Não sei o que houve com as hostesses Tina Fey e Amy Poehler. Quer dizer, elas fizeram suas piadas na apresentação como aquelas envolvendo a saga da Sony com a Coréia do Norte e o filme A Entrevista, e até polêmicas das acusações de estupro de Bill Cosby, mas ao longo da festa, não vimos novas inserções delas. Teriam sido proibidas? Aí, a organização colocou umas piadas tão sem graça para os apresentadores dos prêmios lerem ao vivo que o show foi decaindo muito rapidamente. Quando vi Ricky Gervais subindo ao palco pra apresentar, pensei: “Pronto, finalmente alguém pra levantar o ânimo!”, mas não sei se mandaram Ricky maneirar no tom, mas ele realmente pegou leve… Uma pena! Ele zombou do “momento John Travolta”, quando o ator introduziu a cantora Idina Menzel com “Adele Nazeem” no Oscar do ano passado: “Eu assisto (à gafe) toda hora no Youtube!”. Então, sobrou para o ator Jeremy Renner soltar a pérola masculina da noite. Quando apresentava o prêmio ao lado da mega decotada Jennifer Lopez, ao abrir o envelope ela falou: “Eu abro porque tenho as unhas” – “E os globos de ouro também”, completou o auspicioso Renner.

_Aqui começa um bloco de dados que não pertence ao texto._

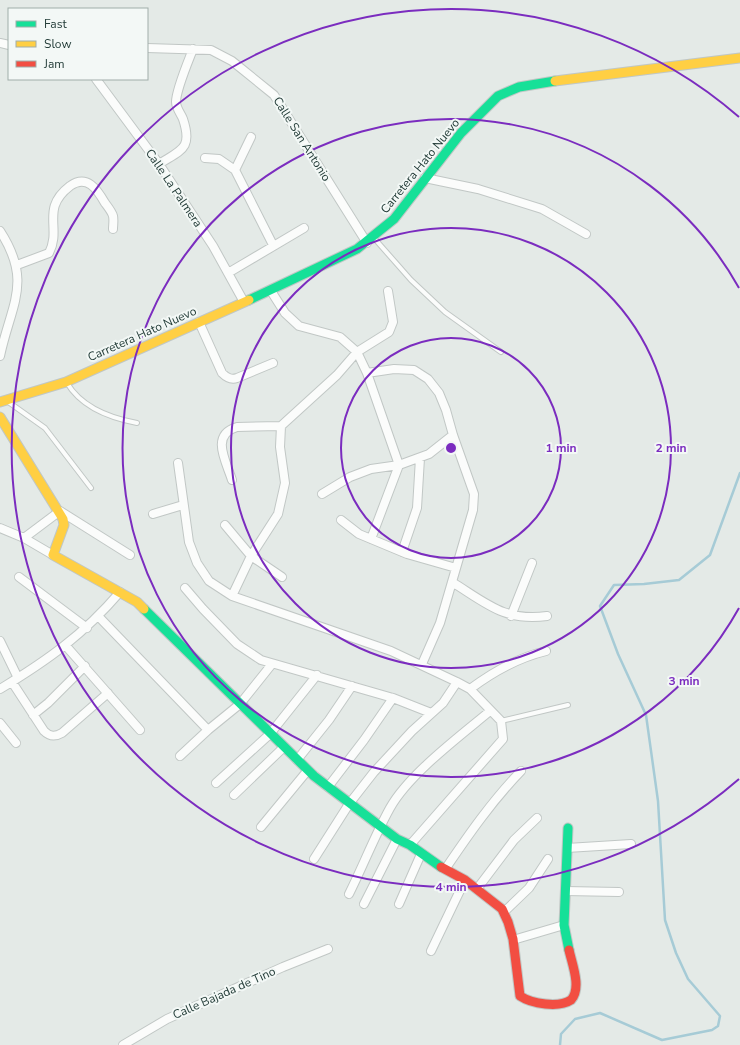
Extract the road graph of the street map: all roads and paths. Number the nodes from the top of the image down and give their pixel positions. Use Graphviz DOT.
graph roads {
  1 [pos="148,48"];
  2 [pos="193,49"];
  3 [pos="740,58"];
  4 [pos="97,80"];
  5 [pos="251,136"];
  6 [pos="205,158"];
  7 [pos="159,164"];
  8 [pos="235,170"];
  9 [pos="425,178"];
  10 [pos="304,228"];
  11 [pos="113,229"];
  12 [pos="0,230"];
  13 [pos="586,234"];
  14 [pos="370,240"];
  15 [pos="273,245"];
  16 [pos="17,265"];
  17 [pos="228,273"];
  18 [pos="271,291"];
  19 [pos="388,291"];
  20 [pos="244,302"];
  21 [pos="199,322"];
  22 [pos="357,352"];
  23 [pos="501,352"];
  24 [pos="0,356"];
  25 [pos="273,363"];
  26 [pos="367,373"];
  27 [pos="66,382"];
  28 [pos="3,401"];
  29 [pos="0,417"];
  30 [pos="137,423"];
  31 [pos="281,426"];
  32 [pos="453,435"];
  33 [pos="420,458"];
  34 [pos="178,463"];
  35 [pos="399,465"];
  36 [pos="232,480"];
  37 [pos="91,488"];
  38 [pos="322,494"];
  39 [pos="184,505"];
  40 [pos="60,511"];
  41 [pos="153,514"];
  42 [pos="342,520"];
  43 [pos="225,525"];
  44 [pos="0,528"];
  45 [pos="24,538"];
  46 [pos="371,539"];
  47 [pos="402,552"];
  48 [pos="53,555"];
  49 [pos="130,555"];
  50 [pos="251,556"];
  51 [pos="532,563"];
  52 [pos="456,568"];
  53 [pos="19,578"];
  54 [pos="282,578"];
  55 [pos="452,582"];
  56 [pos="185,588"];
  57 [pos="120,592"];
  58 [pos="232,596"];
  59 [pos="511,616"];
  60 [pos="547,616"];
  61 [pos="99,617"];
  62 [pos="87,628"];
  63 [pos="0,641"];
  64 [pos="66,646"];
  65 [pos="546,651"];
  66 [pos="272,664"];
  67 [pos="422,664"];
  68 [pos="85,666"];
  69 [pos="317,675"];
  70 [pos="15,680"];
  71 [pos="457,682"];
  72 [pos="352,686"];
  73 [pos="0,689"];
  74 [pos="470,689"];
  75 [pos="108,692"];
  76 [pos="393,698"];
  77 [pos="240,704"];
  78 [pos="568,705"];
  79 [pos="490,711"];
  80 [pos="432,713"];
  81 [pos="34,714"];
  82 [pos="501,721"];
  83 [pos="0,723"];
  84 [pos="140,730"];
  85 [pos="208,730"];
  86 [pos="270,734"];
  87 [pos="16,743"];
  88 [pos="284,747"];
  89 [pos="180,756"];
  90 [pos="297,760"];
  91 [pos="308,770"];
  92 [pos="521,772"];
  93 [pos="216,783"];
  94 [pos="328,787"];
  95 [pos="234,795"];
  96 [pos="350,804"];
  97 [pos="537,818"];
  98 [pos="261,827"];
  99 [pos="381,827"];
  100 [pos="568,828"];
  101 [pos="397,839"];
  102 [pos="631,844"];
  103 [pos="410,845"];
  104 [pos="567,848"];
  105 [pos="421,854"];
  106 [pos="314,859"];
  107 [pos="548,859"];
  108 [pos="446,868"];
  109 [pos="465,880"];
  110 [pos="477,889"];
  111 [pos="565,891"];
  112 [pos="619,892"];
  113 [pos="349,894"];
  114 [pos="364,904"];
  115 [pos="399,904"];
  116 [pos="504,912"];
  117 [pos="564,925"];
  118 [pos="513,940"];
  119 [pos="328,949"];
  120 [pos="430,951"];
  121 [pos="123,1045"];
  1 -- 2 [label="street, Calle San Antonio"];
  2 -- 7 [label="street"];
  2 -- 14 [label="street, Calle San Antonio"];
  3 -- 9 [label="street, Carretera Hato Nuevo"];
  4 -- 7 [label="street, Calle La Palmera"];
  5 -- 8 [label="street"];
  6 -- 8 [label="street"];
  7 -- 17 [label="street, Calle La Palmera"];
  8 -- 15 [label="street"];
  9 -- 13 [label="street"];
  9 -- 14 [label="street, Carretera Hato Nuevo"];
  10 -- 15 [label="street"];
  11 -- 16 [label="street"];
  12 -- 16 [label="street"];
  14 -- 18 [label="street, Carretera Hato Nuevo"];
  14 -- 23 [label="lane"];
  15 -- 17 [label="street"];
  16 -- 24 [label="street"];
  17 -- 20 [label="street, Calle La Palmera"];
  18 -- 20 [label="street, Carretera Hato Nuevo"];
  18 -- 22 [label="street"];
  19 -- 22 [label="street"];
  20 -- 21 [label="street, Carretera Hato Nuevo"];
  21 -- 25 [label="street"];
  21 -- 27 [label="street, Carretera Hato Nuevo"];
  22 -- 26 [label="street"];
  22 -- 31 [label="street"];
  26 -- 32 [label="street"];
  26 -- 35 [label="street"];
  27 -- 28 [label="street, Carretera Hato Nuevo"];
  27 -- 30 [label="lane"];
  28 -- 37 [label="lane"];
  29 -- 40 [label="street"];
  31 -- 36 [label="street"];
  31 -- 50 [label="street"];
  32 -- 33 [label="street"];
  32 -- 52 [label="street"];
  33 -- 35 [label="street"];
  33 -- 47 [label="street"];
  34 -- 39 [label="street"];
  35 -- 38 [label="street"];
  35 -- 46 [label="street"];
  39 -- 41 [label="street"];
  39 -- 58 [label="street"];
  40 -- 45 [label="street"];
  40 -- 48 [label="street"];
  40 -- 49 [label="street"];
  42 -- 46 [label="street"];
  43 -- 50 [label="street"];
  44 -- 45 [label="street"];
  45 -- 48 [label="street"];
  46 -- 47 [label="street"];
  47 -- 52 [label="street"];
  48 -- 57 [label="street"];
  50 -- 54 [label="street"];
  50 -- 58 [label="street"];
  51 -- 59 [label="street"];
  52 -- 55 [label="street"];
  53 -- 62 [label="street"];
  55 -- 59 [label="street"];
  55 -- 67 [label="street"];
  56 -- 66 [label="street"];
  57 -- 61 [label="street"];
  57 -- 77 [label="street"];
  58 -- 67 [label="street"];
  59 -- 60 [label="street"];
  61 -- 62 [label="street"];
  61 -- 85 [label="street"];
  62 -- 64 [label="street"];
  63 -- 70 [label="street"];
  64 -- 68 [label="street"];
  64 -- 70 [label="street"];
  65 -- 74 [label="street"];
  66 -- 69 [label="street"];
  66 -- 77 [label="street"];
  67 -- 71 [label="street"];
  68 -- 75 [label="street"];
  68 -- 81 [label="street"];
  69 -- 72 [label="street"];
  69 -- 86 [label="street"];
  70 -- 73 [label="street"];
  70 -- 81 [label="street"];
  71 -- 74 [label="street"];
  71 -- 80 [label="street"];
  72 -- 76 [label="street"];
  72 -- 90 [label="street"];
  74 -- 79 [label="street"];
  75 -- 81 [label="street"];
  75 -- 84 [label="street"];
  76 -- 80 [label="street"];
  76 -- 94 [label="street"];
  77 -- 85 [label="street"];
  77 -- 86 [label="street"];
  78 -- 82 [label="lane"];
  79 -- 82 [label="street"];
  79 -- 99 [label="street"];
  80 -- 96 [label="street"];
  82 -- 103 [label="street"];
  83 -- 87 [label="street"];
  85 -- 89 [label="street"];
  86 -- 88 [label="street"];
  86 -- 93 [label="street"];
  88 -- 90 [label="street"];
  88 -- 95 [label="street"];
  90 -- 91 [label="street"];
  91 -- 94 [label="street"];
  91 -- 98 [label="street"];
  92 -- 108 [label="street"];
  94 -- 96 [label="street"];
  96 -- 99 [label="street"];
  96 -- 106 [label="street"];
  97 -- 110 [label="street"];
  99 -- 101 [label="street"];
  99 -- 113 [label="street"];
  100 -- 104 [label="street"];
  101 -- 103 [label="street"];
  101 -- 114 [label="street"];
  102 -- 104 [label="street"];
  103 -- 105 [label="street"];
  104 -- 111 [label="street"];
  105 -- 108 [label="street"];
  105 -- 115 [label="street"];
  107 -- 116 [label="street"];
  108 -- 109 [label="street"];
  109 -- 110 [label="street"];
  109 -- 120 [label="street"];
  110 -- 116 [label="street"];
  111 -- 112 [label="street"];
  111 -- 117 [label="street"];
  116 -- 118 [label="street"];
  117 -- 118 [label="street"];
  117 -- 118 [label="street"];
  119 -- 121 [label="street, Calle Bajada de Tino"];
}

Tina Fey e Amy Poehler com Margaret Cho caracterizada como uma serva norte-coreana (photo by foxnews.com)

Tina Fey e Amy Poehler com Margaret Cho caracterizada como uma serva norte-coreana (photo by foxnews.com)

Seguem algumas pérolas da dupla Fey e Poehler:

Tina Fey: Tonight we celebrate all the television shows that we know and love, as well as all the movies that North Korea was OK with. (Hoje, celebramos todos os shows da tv que conhecemos e amamos, assim como todos os filmes que a Coréia do Norte permitiu).

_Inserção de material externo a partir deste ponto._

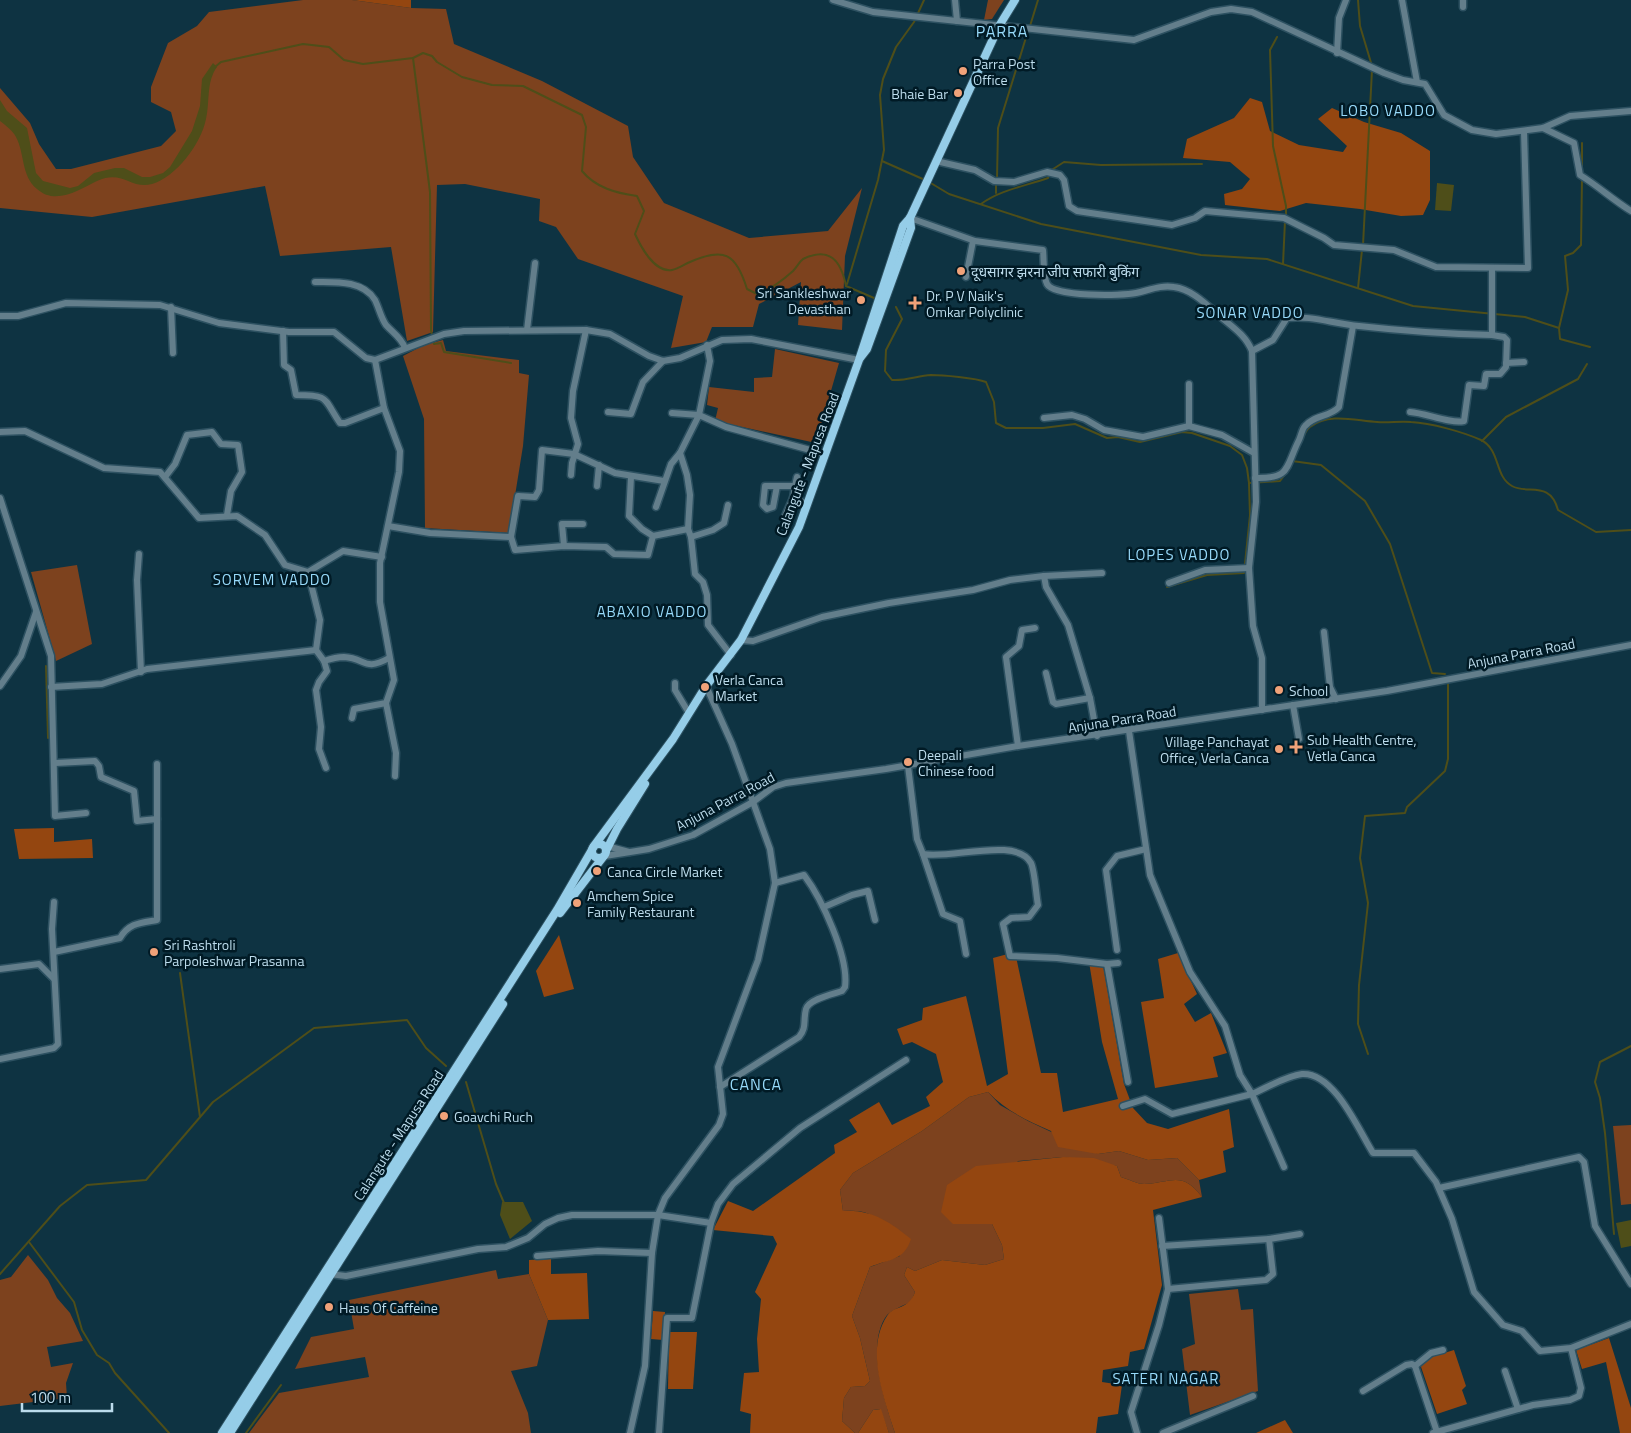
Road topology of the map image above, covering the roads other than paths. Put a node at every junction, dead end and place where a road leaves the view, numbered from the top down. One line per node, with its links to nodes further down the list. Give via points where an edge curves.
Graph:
1 (833, 0): 10 (street, via 873,12)
2 (955, 0): 10 (street)
3 (1015, 0): 11 (main road, Calangute - Mapusa Road)
4 (1231, 0): 9 (street)
5 (1346, 0): 12 (street, via 1339,18)
6 (1402, 0): 13 (street)
7 (1463, 0): 8 (street)
8 (1463, 8)
9 (1231, 9): 11 (street, via 1210,12 1134,40); 12 (street, via 1252,12)
10 (957, 21): 11 (street)
11 (999, 26): 17 (main road, Calangute - Mapusa Road)
12 (1337, 52): 13 (street, via 1403,80)
13 (1417, 82): 16 (street, via 1425,84 1432,92 1444,115 1472,130 1496,134)
14 (1631, 111): 15 (street, via 1570,116)
15 (1543, 128): 16 (street); 18 (street, via 1574,143 1580,176 1599,186 1615,202)
16 (1524, 132): 22 (street, via 1528,268)
17 (936, 161): 19 (main road, Calangute - Mapusa Road); 22 (street, via 975,170 994,181 1014,182 1047,172 1060,175 1069,206 1076,210 1172,226 1195,218 1204,211 1284,218 1334,245 1394,250 1436,267)
18 (1631, 211)
19 (910, 218): 20 (street); 37 (main road, Calangute - Mapusa Road, via 903,226 885,291)
20 (973, 241): 23 (street); 34 (street, via 1043,250 1047,284 1052,290 1070,294 1136,293 1156,287 1176,287 1196,296 1241,334)
21 (535, 263): 28 (street)
22 (1492, 268): 31 (street)
23 (966, 276)
24 (314, 282): 33 (street, via 342,282 360,287 374,298 387,326)
25 (171, 307): 26 (street, via 160,304 75,303 18,316); 30 (street, via 219,323); 35 (street)
26 (0, 316)
27 (1354, 326): 31 (street, via 1433,334); 34 (street, via 1302,316 1287,318 1274,340); 60 (street, via 1339,407 1305,426 1281,476)
28 (528, 330): 29 (street); 33 (street, via 464,331 444,334)
29 (586, 330): 38 (street, via 610,334); 52 (street, via 573,391 571,418 578,444)
30 (282, 331): 36 (street, via 334,332 366,358); 42 (street, via 284,365 291,370 296,396 317,395 326,399 340,423)
31 (1492, 334): 40 (street, via 1507,340)
32 (707, 345): 37 (street, via 722,340 751,339); 38 (street, via 680,358); 46 (street, via 710,362)
33 (407, 347): 36 (street)
34 (1252, 351): 51 (street)
35 (173, 352)
36 (375, 360): 42 (street)
37 (859, 360): 53 (main road, Calangute - Mapusa Road)
38 (663, 361): 43 (street, via 643,382 630,414)
39 (1524, 362): 40 (street)
40 (1506, 363): 44 (street, via 1504,372 1486,374 1484,386 1469,385 1464,421)
41 (1189, 384): 48 (street)
42 (384, 408): 72 (street, via 400,451)
43 (608, 412)
44 (1410, 412)
45 (672, 413): 46 (street)
46 (699, 415): 50 (street); 53 (street, via 726,427)
47 (1044, 418): 48 (street, via 1072,415 1104,430 1143,437)
48 (1189, 426): 51 (street, via 1222,435)
49 (0, 432): 58 (street, via 25,431 104,468 160,472)
50 (680, 452): 59 (street); 73 (street, via 688,475)
51 (1254, 453): 60 (street)
52 (574, 454): 54 (street); 55 (street); 75 (street, via 542,450 539,490 535,497 518,496)
53 (825, 454): 66 (main road, Calangute - Mapusa Road)
54 (600, 466): 56 (street); 61 (street)
55 (572, 475)
56 (631, 477): 59 (street); 74 (street, via 629,516)
57 (797, 477): 63 (street)
58 (165, 478): 69 (street, via 199,518); 69 (street, via 175,464 187,435 212,432 221,444 238,445 242,472 231,491)
59 (664, 481): 68 (street)
60 (1255, 482): 80 (street)
61 (597, 486)
62 (777, 486): 63 (street)
63 (795, 486): 65 (street)
64 (0, 498): 85 (street)
65 (793, 498): 66 (street); 70 (street)
66 (807, 504): 88 (main road, Calangute - Mapusa Road, via 799,527)
67 (728, 505): 76 (street, via 724,523)
68 (656, 507)
69 (227, 515): 81 (street, via 237,516 253,525 285,565)
70 (786, 516)
71 (583, 524): 77 (street, via 562,524)
72 (388, 526): 75 (street, via 430,533); 79 (street)
73 (688, 529): 74 (street); 76 (street)
74 (653, 536): 77 (street, via 648,555 614,554 606,547)
75 (511, 537): 77 (street, via 515,550)
76 (691, 537): 91 (street, via 695,574 703,582 706,595 708,625)
77 (564, 546)
78 (139, 554): 94 (street)
79 (382, 557): 81 (street, via 343,551); 92 (street, via 380,602)
80 (1249, 568): 84 (street, via 1205,570); 104 (street, via 1253,626 1262,658)
81 (308, 572): 90 (street, via 320,620)
82 (1102, 573): 83 (street)
83 (1044, 576): 88 (street, via 889,602 822,617 752,641); 100 (street, via 1046,587 1068,624)
84 (1169, 583)
85 (36, 611): 97 (street, via 21,656); 98 (street, via 51,656)
86 (1035, 628): 110 (street, via 1022,630 1019,646 1006,657)
87 (1324, 632): 101 (street, via 1330,687)
88 (741, 640): 91 (main road, Calangute - Mapusa Road)
89 (1631, 645): 101 (street, Anjuna Parra Road)
90 (316, 650): 93 (street); 94 (street)
91 (730, 655): 99 (main road, Calangute - Mapusa Road)
92 (389, 658): 93 (street, via 369,665 344,657); 102 (street, via 394,680)
93 (324, 661): 114 (street, via 327,671 316,690 321,727 319,749)
94 (141, 672): 98 (street, via 102,684)
95 (1046, 673): 100 (street, via 1056,704)
96 (675, 683): 105 (street, via 675,690)
97 (0, 686)
98 (51, 687): 111 (street)
99 (707, 689): 105 (main road, Calangute - Mapusa Road); 116 (street); 121 (main road, Calangute - Mapusa Road)
100 (1090, 698): 108 (street)
101 (1336, 699): 103 (street, Anjuna Parra Road)
102 (386, 703): 106 (street, via 354,708); 115 (street, via 396,754)
103 (1293, 705): 104 (street, Anjuna Parra Road); 109 (street)
104 (1262, 710): 107 (street, Anjuna Parra Road)
105 (689, 713): 119 (main road, Calangute - Mapusa Road)
106 (352, 718)
107 (1129, 731): 108 (street, Anjuna Parra Road); 120 (street)
108 (1098, 736): 110 (street, Anjuna Parra Road)
109 (1298, 739)
110 (1018, 746): 113 (street, Anjuna Parra Road)
111 (55, 763): 117 (street, via 56,816); 118 (street, via 95,761 101,776 134,791 136,821)
112 (157, 764): 118 (street)
113 (908, 766): 116 (street, Anjuna Parra Road, via 786,783 773,787); 123 (street, via 917,839)
114 (326, 768)
115 (394, 776)
116 (753, 802): 122 (street, Anjuna Parra Road, via 693,835 673,843); 124 (street, via 770,848)
117 (86, 813)
118 (158, 819): 129 (street, via 157,920 132,924 120,938)
119 (594, 847): 121 (main road); 121 (main road, via 594,856); 151 (main road, Calangute - Mapusa Road)
120 (1146, 849): 128 (street, via 1117,856 1106,870); 139 (street, via 1150,875 1190,972 1225,1026 1240,1075)
121 (605, 851): 122 (street); 122 (street, Anjuna Parra Road); 151 (main road, Calangute - Mapusa Road, via 562,911)
122 (630, 852)
123 (923, 854): 130 (street, via 942,914 960,921); 132 (street, via 934,856 1003,848 1023,856 1031,863 1038,906 1029,917 1011,918 1003,924 1010,956)
124 (774, 883): 126 (street, via 804,876); 138 (street, via 758,960 718,1068)
125 (54, 902): 129 (street)
126 (824, 907): 127 (street, via 868,892); 138 (street, via 843,963 845,986 810,1004 806,1009 804,1031 799,1037)
127 (875, 920)
128 (1118, 950)
129 (54, 952): 134 (street)
130 (966, 954)
131 (1118, 963): 132 (street)
132 (1107, 964): 137 (street)
133 (0, 969): 134 (street, via 39,964)
134 (54, 979): 135 (street, via 58,1044 54,1048)
135 (0, 1059)
136 (906, 1060): 145 (street, via 800,1128 733,1184 718,1204)
137 (1128, 1082)
138 (720, 1087): 143 (street, via 722,1114 719,1125 665,1198)
139 (1252, 1094): 140 (street, via 1172,1114 1145,1099); 141 (street); 142 (street, via 1300,1074 1315,1075 1331,1085 1374,1154 1414,1153)
140 (1123, 1106)
141 (1284, 1167)
142 (1439, 1188): 152 (street, via 1579,1156 1584,1162 1595,1226); 155 (street, via 1474,1292 1503,1325 1522,1331 1540,1351)
143 (658, 1215): 145 (street); 149 (street); 151 (street, via 572,1215 545,1224 528,1238 506,1248 478,1249 346,1276)
144 (1159, 1218): 148 (street)
145 (711, 1223): 165 (street, via 692,1318 668,1318)
146 (1300, 1234): 147 (street)
147 (1269, 1238): 148 (street); 153 (street, via 1273,1274 1266,1280)
148 (1162, 1246): 153 (street)
149 (652, 1253): 150 (street, via 598,1251); 164 (street, via 645,1366)
150 (537, 1256)
151 (329, 1274): 162 (main road, Calangute - Mapusa Road); 163 (main road, Calangute - Mapusa Road)
152 (1631, 1284)
153 (1168, 1289): 166 (street, via 1131,1412)
154 (1631, 1324): 155 (street)
155 (1570, 1348): 161 (street, via 1581,1388 1579,1396)
156 (1443, 1350): 157 (street, via 1430,1353)
157 (1415, 1366): 159 (street, via 1406,1365); 168 (street)
158 (1505, 1371): 161 (street)
159 (1363, 1391)
160 (1253, 1396): 167 (street)
161 (1518, 1409): 168 (street)
162 (222, 1433)
163 (230, 1433)
164 (630, 1433)
165 (659, 1433)
166 (1137, 1433)
167 (1163, 1433)
168 (1435, 1433)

Amy Poehler: Patricia Arquette in “Boyhood” proves that “there are still great roles for women over 40- as long as you get hired when you’re under 40” (Patricia Arquette em Boyhood prova que ainda há grandes papéis para mulheres acima dos 40 – contanto que você seja contratada antes dos 40) – referindo-se ao fato de que as filmagens de Boyhood começaram há 12 anos.

Amy Poehler: In “Into the Woods,” Cinderella runs from her prince, Rapunzel is thrown from a tower for her prince and Sleeping Beauty just thought she was getting coffee with Bill Cosby” (Em “Caminhos da Floresta”, Cinderela de seu príncipe, Rapunzel é jogada de sua torre para seu príncipe e A Bela Adormecida pensou que ia tomar um café com Bill Cosby). Elas até chegam a fazer algumas imitações de Cosby pra amenizar o ambiente, mas o dano já estava feito.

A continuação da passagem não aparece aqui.